In recent years digital SLRs have added yet another feature to their growing list of functions–HD video. This more accessible tool has professional and amateur photographers alike in a creative frenzy. I myself have been dabbling in the world of video but like so many others I find myself in awe and overwhelmed all at the same time. What do I need to know? What new software should I be learning? Am I wasting my time trying to learn something completely new or is video a viable extension of my photography?
I decided to stop spinning my wheels and ask someone who knows, Embry Rucker. Embry is a professional photographer whose style and composition have caught the attention of large companies such as Nike, Target and Canon, to name a few. Recently, he has not only photographed for these companies but also created video bringing his same style and vision to the projects. He seemed like a perfect person to ask about his transition to video.
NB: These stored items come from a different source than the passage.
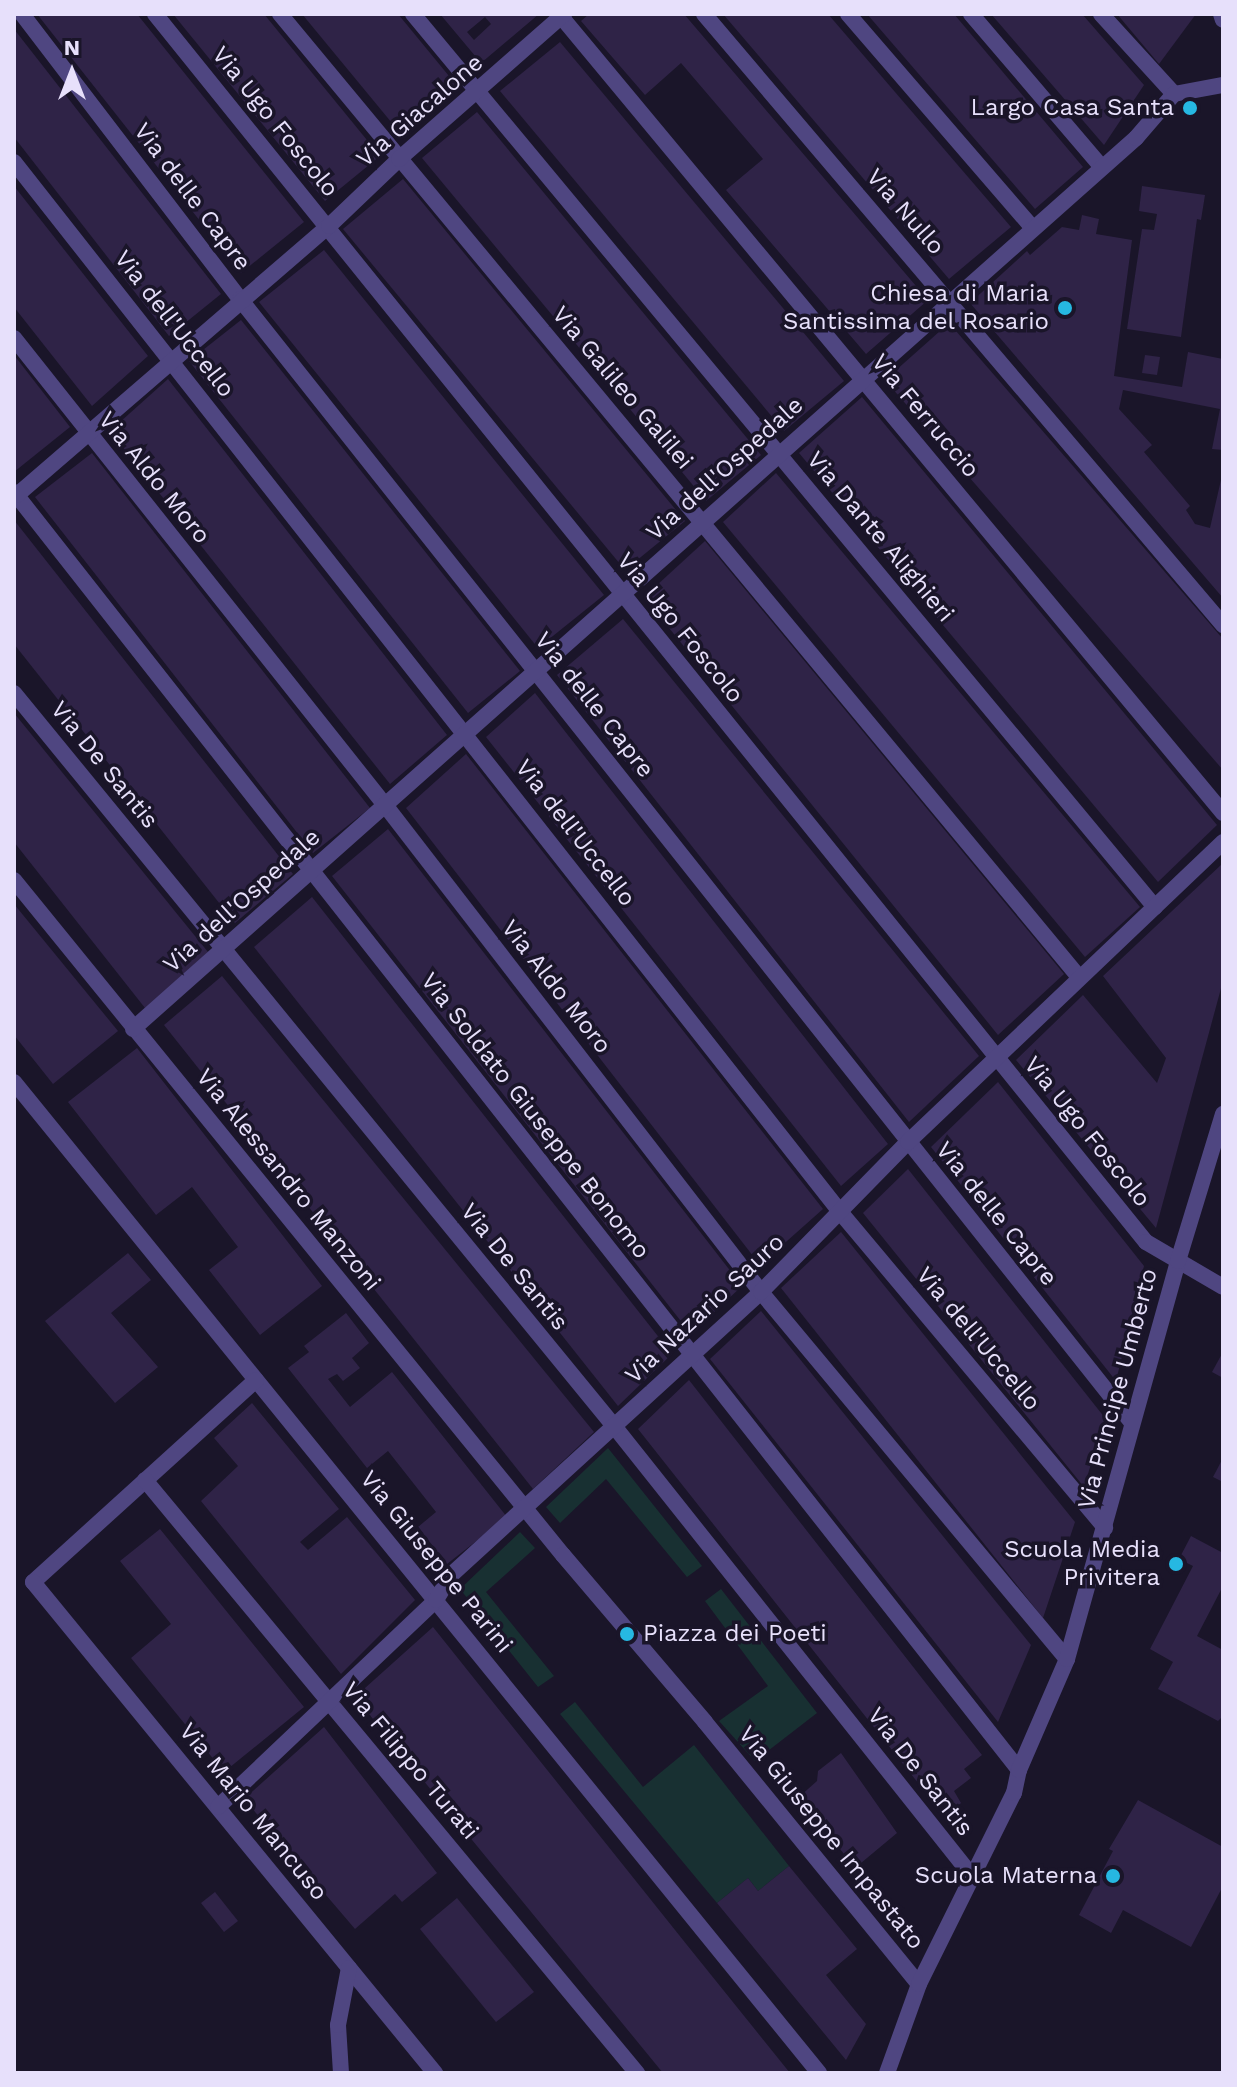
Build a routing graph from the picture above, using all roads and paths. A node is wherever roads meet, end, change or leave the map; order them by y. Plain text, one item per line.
1 (22, 14) edge
2 (155, 14) edge
3 (280, 14) edge
4 (413, 14) edge
5 (704, 14) edge
6 (848, 14) edge
7 (971, 14) edge
8 (1101, 14) edge
9 (561, 15) edge
10 (1223, 85) edge
11 (477, 93) junction
12 (1174, 94) junction
13 (399, 159) junction
14 (14, 162) edge
15 (1101, 166) junction
16 (329, 226) junction
17 (1032, 227) junction
18 (240, 299) junction
19 (950, 300) junction
20 (14, 338) edge
21 (171, 360) junction
22 (862, 377) junction
23 (89, 434) junction
24 (780, 453) junction
25 (15, 493) edge
26 (702, 522) junction
27 (623, 595) junction
28 (1223, 625) edge
29 (536, 670) junction
30 (14, 693) edge
31 (468, 735) junction
32 (385, 805) junction
33 (1223, 813) edge
34 (1223, 842) edge
35 (312, 871) junction
36 (14, 880) edge
37 (1155, 907) junction
38 (224, 950) junction
39 (1079, 977) junction
40 (133, 1029) junction
41 (996, 1057) junction
42 (14, 1082) edge
43 (1223, 1114) edge
44 (908, 1142) junction
45 (1219, 1152) edge
46 (841, 1213) junction
47 (1178, 1261) junction
48 (1223, 1287) edge
49 (761, 1292) junction
50 (692, 1357) junction
51 (256, 1380) junction
52 (1132, 1423) junction
53 (614, 1426) junction
54 (145, 1480) junction
55 (526, 1510) junction
56 (1105, 1528) junction
57 (436, 1600) junction
58 (1067, 1659) junction
59 (328, 1701) junction
60 (1019, 1770) junction
61 (218, 1807) junction
62 (972, 1876) junction
63 (349, 1968) junction
64 (919, 1984) junction
65 (341, 2073) edge
66 (435, 2073) edge
67 (637, 2073) edge
68 (819, 2073) edge
69 (887, 2073) edge

1 - 18 street, Via delle Capre
2 - 16 street, Via Ugo Foscolo
3 - 13 street, Via Galileo Galilei
4 - 11 street, Via Dante Alighieri
5 - 19 street, Via Nullo
6 - 17 street
7 - 15 street
8 - 12 street
9 - 11 street, Via Giacalone
9 - 22 street, Via Ferruccio
10 - 12 street
11 - 13 street, Via Giacalone
11 - 24 street, Via Dante Alighieri
12 - 15 street, Via dell'Ospedale
13 - 16 street, Via Giacalone
13 - 26 street, Via Galileo Galilei
14 - 21 street, Via dell'Uccello
15 - 17 street, Via dell'Ospedale
16 - 18 street, Via Giacalone
16 - 27 street, Via Ugo Foscolo
17 - 19 street, Via dell'Ospedale
18 - 21 street, Via Giacalone
18 - 29 street, Via delle Capre
19 - 22 street, Via dell'Ospedale
19 - 28 street, Via Nullo
20 - 23 street, Via Aldo Moro
21 - 23 street, Via Giacalone
21 - 31 street, Via dell'Uccello
22 - 24 street, Via dell'Ospedale
22 - 33 street, Via Ferruccio
23 - 25 street, Via Giacalone
23 - 32 street, Via Aldo Moro
24 - 26 street, Via dell'Ospedale
24 - 37 street, Via Dante Alighieri
25 - 35 street, Via Soldato Giuseppe Bonomo
26 - 27 street, Via dell'Ospedale
26 - 39 street, Via Galileo Galilei
27 - 29 street, Via dell'Ospedale
27 - 41 street, Via Ugo Foscolo
29 - 31 street, Via dell'Ospedale
29 - 44 street, Via delle Capre
30 - 38 street, Via De Santis
31 - 32 street, Via dell'Ospedale
31 - 46 street, Via dell'Uccello
32 - 35 street, Via dell'Ospedale
32 - 49 street, Via Aldo Moro
34 - 37 street, Via Nazario Sauro
35 - 38 street, Via dell'Ospedale
35 - 50 street, Via Soldato Giuseppe Bonomo
36 - 40 street, Via Alessandro Manzoni
37 - 39 street, Via Nazario Sauro
38 - 40 street, Via dell'Ospedale
38 - 53 street, Via De Santis
39 - 41 street, Via Nazario Sauro
40 - 55 street, Via Alessandro Manzoni
41 - 44 street, Via Nazario Sauro
41 - 47 street, Via Ugo Foscolo
42 - 51 street, Via Giuseppe Parini
43 - 45 street, Via Principe Umberto
44 - 46 street, Via Nazario Sauro
44 - 52 street, Via delle Capre
45 - 47 street, Via Principe Umberto
46 - 49 street, Via Nazario Sauro
46 - 56 street, Via dell'Uccello
47 - 48 street, Via Ugo Foscolo
47 - 52 street, Via Principe Umberto
49 - 50 street, Via Nazario Sauro
49 - 58 street, Via Aldo Moro
50 - 53 street, Via Nazario Sauro
50 - 60 street, Via Soldato Giuseppe Bonomo
51 - 54 street
51 - 57 street, Via Giuseppe Parini
52 - 56 street, Via Principe Umberto
53 - 55 street, Via Nazario Sauro
53 - 62 street, Via De Santis
54 - 59 street, Via Filippo Turati
54 - 61 street, Via Mario Mancuso
55 - 57 street, Via Nazario Sauro
55 - 64 street, Via Giuseppe Impastato
56 - 58 street, Via Principe Umberto
57 - 59 street, Via Nazario Sauro
57 - 68 street, Via Giuseppe Parini
58 - 60 street, Via Principe Umberto
59 - 61 street, Via Nazario Sauro
59 - 67 street, Via Filippo Turati
60 - 62 street, Via Principe Umberto
61 - 63 street, Via Mario Mancuso
62 - 64 street, Via Principe Umberto
63 - 65 street
63 - 66 street, Via Mario Mancuso
64 - 69 street, Via Principe Umberto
How do you categorize your commercial photography?
That’s a tough one… I guess I don’t usually. Little bits & pieces of lifestyle, portraits, travel, documentary, etc… For example, if I’m shooting ads & catalog images for a sportswear client on location, I have a hard time calling it ‘fashion’. Even if the end result is ‘commercial fashion’ – [Buy This Bikini!] the road I go down feels more like documenting a model or telling a story, through environmental portraiture and lifestyle imagery, while capturing the environment as if it were a travel piece.
When did you first start playing with video?
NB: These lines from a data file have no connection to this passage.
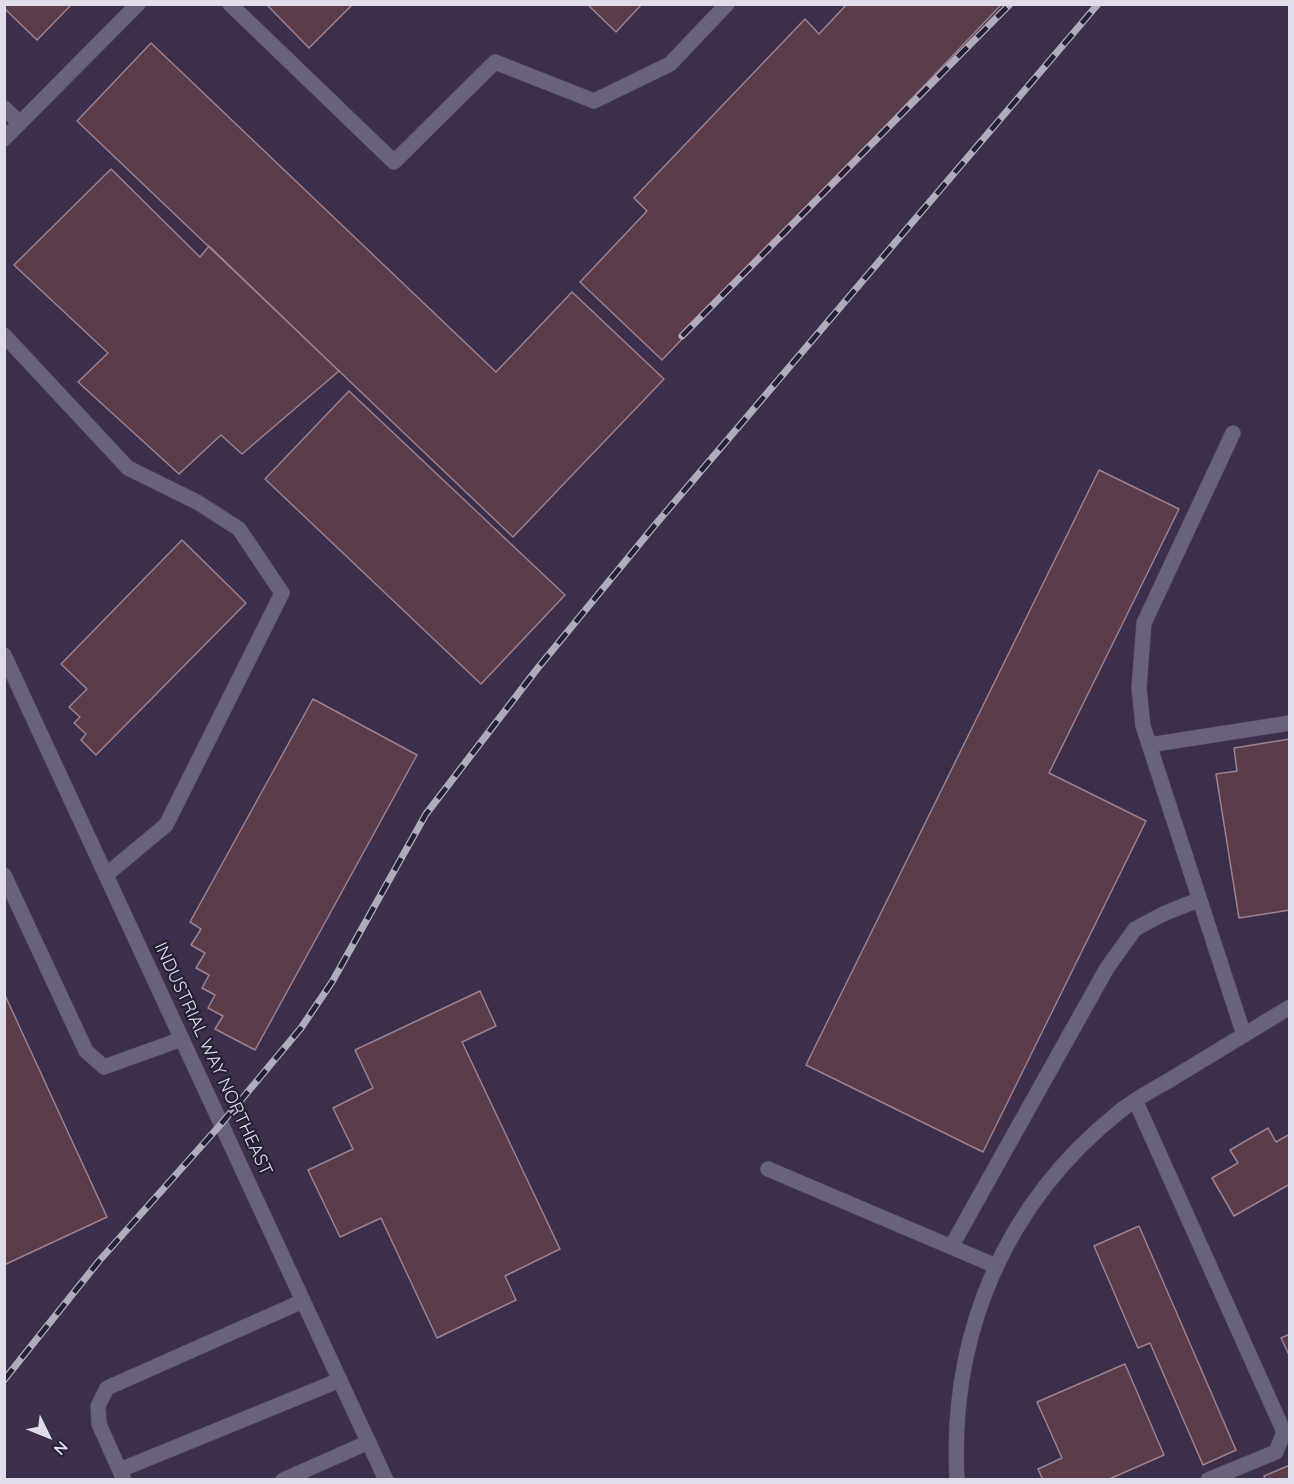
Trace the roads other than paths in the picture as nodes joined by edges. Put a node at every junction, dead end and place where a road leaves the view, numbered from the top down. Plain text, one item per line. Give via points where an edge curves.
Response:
1 (138, 4) edge
2 (230, 4) edge
3 (727, 4) edge
4 (4, 108) edge
5 (20, 123) junction
6 (4, 139) edge
7 (4, 335) edge
8 (1233, 433) dead end
9 (4, 655) edge
10 (1290, 723) edge
11 (1149, 745) junction
12 (106, 874) junction
13 (4, 875) edge
14 (1198, 900) junction
15 (1290, 1007) edge
16 (1244, 1035) junction
17 (182, 1039) junction
18 (1136, 1102) junction
19 (768, 1169) dead end
20 (951, 1247) junction
21 (996, 1266) junction
22 (303, 1301) junction
23 (340, 1380) junction
24 (369, 1442) junction
25 (122, 1475) edge
26 (283, 1479) edge
27 (386, 1479) edge
28 (957, 1479) edge
29 (1208, 1479) edge

1 - 5 street
2 - 3 street via 394,162 495,62 594,101 670,64
4 - 5 street
5 - 6 street
7 - 12 street via 128,468 197,502 239,529 282,594 166,825
8 - 11 street via 1144,623 1139,688
9 - 12 street, INDUSTRIAL WAY NORTHEAST
10 - 11 street
11 - 14 street
12 - 17 street, INDUSTRIAL WAY NORTHEAST
13 - 17 street via 86,1051 104,1067
14 - 16 street
14 - 20 street via 1135,929 1114,958
15 - 16 street
16 - 18 street
17 - 22 street, INDUSTRIAL WAY NORTHEAST
18 - 21 street via 1083,1143 1043,1186
18 - 29 street via 1284,1432 1276,1452
19 - 20 street
20 - 21 street
21 - 28 street via 987,1282 961,1378 955,1434
22 - 23 street, INDUSTRIAL WAY NORTHEAST
22 - 25 street via 107,1388 98,1406 99,1424
23 - 24 street, INDUSTRIAL WAY NORTHEAST
23 - 25 street
24 - 26 street
24 - 27 street, INDUSTRIAL WAY NORTHEAST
My very first experience with video was way back in 2002 shooting a video piece for Gravis. I filmed DJ Z-Trip in two separate concerts in NYC Bowery Ballroom & Central Park… the camera was borrowed and tiny and the quality was appalling…
Since then, I’ve tried to have video along on my shoots - I have a great DP (Director of Photography) who also works as an assistant so even if video wasn’t in the budget we could capture something on both still and motion. Some of the earlier Oneill Surf Girls stuff came out of that. We were in amazing locations with beautiful athletes & plenty of down time for an assistant – it made perfect sense to have him capturing motion alongside me.
What camera do you use to shoot most of your video?
Right now its the Canon HD SLRs whenever possible. I have used the RED as well as Sony and Panasonic video systems but the Canon is by far my favorite for ease of use, portability and quality.
Of all your videos that are on Vimeo, which one is your favorite?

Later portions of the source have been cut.